»»

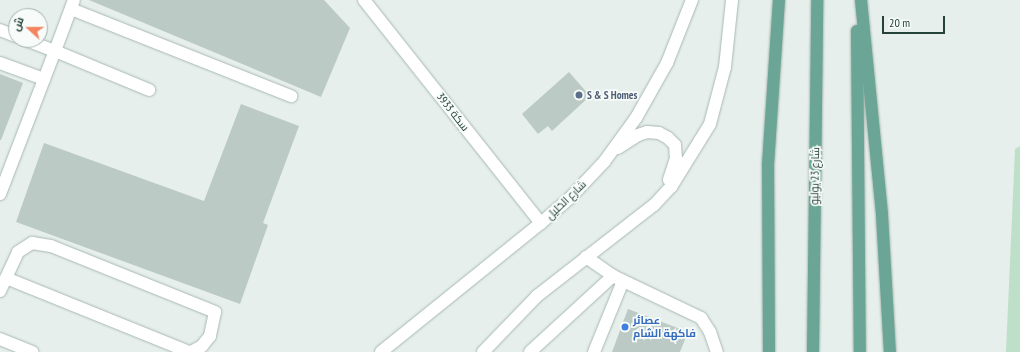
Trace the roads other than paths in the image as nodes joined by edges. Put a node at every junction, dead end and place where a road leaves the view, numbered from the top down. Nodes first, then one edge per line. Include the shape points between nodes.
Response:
1 (364, 0) edge
2 (692, 0) edge
3 (732, 0) edge
4 (779, 0) edge
5 (817, 0) edge
6 (856, 0) edge
7 (861, 0) edge
8 (73, 5) edge
9 (47, 48) edge
10 (55, 51) junction
11 (0, 63) edge
12 (44, 79) junction
13 (149, 90) dead end
14 (291, 96) dead end
15 (604, 162) junction
16 (0, 194) edge
17 (654, 205) junction
18 (541, 224) junction
19 (586, 257) junction
20 (6, 278) junction
21 (618, 278) junction
22 (0, 291) edge
23 (0, 339) edge
24 (388, 348) edge
25 (33, 352) edge
26 (190, 352) edge
27 (381, 352) edge
28 (483, 352) edge
29 (530, 352) edge
30 (594, 352) edge
31 (718, 352) edge
32 (769, 352) edge
33 (812, 352) edge
34 (860, 352) edge
35 (890, 352) edge

1 - 18 street, سكة 3933
2 - 15 street, شارع الخليل via 667,63 636,118
3 - 17 street via 725,67 710,124 672,187
4 - 32 main road via 768,165
5 - 33 main road, شارع 23 يوليو
6 - 34 main road
7 - 35 main road via 882,215
8 - 10 street
8 - 14 street
9 - 10 street
10 - 12 street
10 - 13 street
11 - 12 street
12 - 16 street
15 - 17 street via 620,146 638,135 647,132 660,133 668,138 674,145 676,158 673,172
15 - 18 street, شارع الخليل
17 - 19 street
18 - 24 street, شارع الخليل
19 - 21 street
19 - 28 street via 537,296
20 - 22 street
20 - 26 street
20 - 26 street via 18,252 32,243 51,246 203,306 215,312 213,328 202,346
21 - 29 street
21 - 30 street
21 - 31 street via 701,318
23 - 25 street
24 - 27 street, شارع الخليل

««

> What you will do:
Copy every line of the material above in which the word "شارع" appears.

> Response:
2 - 15 street, شارع الخليل via 667,63 636,118
5 - 33 main road, شارع 23 يوليو
15 - 18 street, شارع الخليل
18 - 24 street, شارع الخليل
24 - 27 street, شارع الخليل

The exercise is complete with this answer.